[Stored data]
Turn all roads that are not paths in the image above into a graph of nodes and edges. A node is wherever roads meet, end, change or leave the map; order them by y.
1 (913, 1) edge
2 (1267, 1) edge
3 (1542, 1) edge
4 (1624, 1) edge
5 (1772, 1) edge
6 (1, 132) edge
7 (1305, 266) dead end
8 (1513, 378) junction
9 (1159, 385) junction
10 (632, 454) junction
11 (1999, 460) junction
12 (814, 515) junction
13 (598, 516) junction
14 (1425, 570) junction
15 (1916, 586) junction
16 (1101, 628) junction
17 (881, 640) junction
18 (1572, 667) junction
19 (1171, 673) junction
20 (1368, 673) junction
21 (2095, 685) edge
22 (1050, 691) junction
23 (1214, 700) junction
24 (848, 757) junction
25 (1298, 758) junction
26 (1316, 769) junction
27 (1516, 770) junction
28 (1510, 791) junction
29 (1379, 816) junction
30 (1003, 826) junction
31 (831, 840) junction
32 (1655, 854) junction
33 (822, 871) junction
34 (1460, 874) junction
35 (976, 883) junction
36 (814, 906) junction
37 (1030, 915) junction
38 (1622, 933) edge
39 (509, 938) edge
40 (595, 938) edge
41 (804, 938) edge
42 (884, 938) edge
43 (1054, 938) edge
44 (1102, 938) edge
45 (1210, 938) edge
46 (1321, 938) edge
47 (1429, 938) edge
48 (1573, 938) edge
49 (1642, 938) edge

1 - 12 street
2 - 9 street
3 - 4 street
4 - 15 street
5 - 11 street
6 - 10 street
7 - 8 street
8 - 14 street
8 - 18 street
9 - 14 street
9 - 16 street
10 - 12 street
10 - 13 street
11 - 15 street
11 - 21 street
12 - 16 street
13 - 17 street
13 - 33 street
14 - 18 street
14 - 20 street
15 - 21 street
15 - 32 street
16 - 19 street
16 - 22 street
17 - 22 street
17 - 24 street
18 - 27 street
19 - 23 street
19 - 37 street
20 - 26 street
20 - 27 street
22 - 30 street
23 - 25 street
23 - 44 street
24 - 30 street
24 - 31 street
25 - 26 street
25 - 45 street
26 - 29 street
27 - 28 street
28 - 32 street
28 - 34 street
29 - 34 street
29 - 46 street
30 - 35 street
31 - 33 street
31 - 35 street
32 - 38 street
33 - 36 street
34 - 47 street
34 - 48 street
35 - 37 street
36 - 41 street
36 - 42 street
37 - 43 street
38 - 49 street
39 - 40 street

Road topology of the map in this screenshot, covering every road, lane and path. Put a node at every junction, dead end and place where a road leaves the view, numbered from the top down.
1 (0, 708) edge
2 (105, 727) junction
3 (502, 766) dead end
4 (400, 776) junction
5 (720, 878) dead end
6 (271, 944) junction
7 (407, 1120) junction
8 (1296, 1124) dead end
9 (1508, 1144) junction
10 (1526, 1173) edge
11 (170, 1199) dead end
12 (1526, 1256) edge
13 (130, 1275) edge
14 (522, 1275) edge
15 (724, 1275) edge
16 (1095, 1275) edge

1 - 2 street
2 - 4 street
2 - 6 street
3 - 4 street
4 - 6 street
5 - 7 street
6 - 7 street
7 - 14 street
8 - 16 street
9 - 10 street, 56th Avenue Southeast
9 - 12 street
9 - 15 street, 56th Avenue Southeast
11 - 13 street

## WHAT THE TASK REQUIRES
Line count for the word "Avenue": work out how many lines of the data above include it, and reply with that number alone.

## EXPECTED OUTPUT
2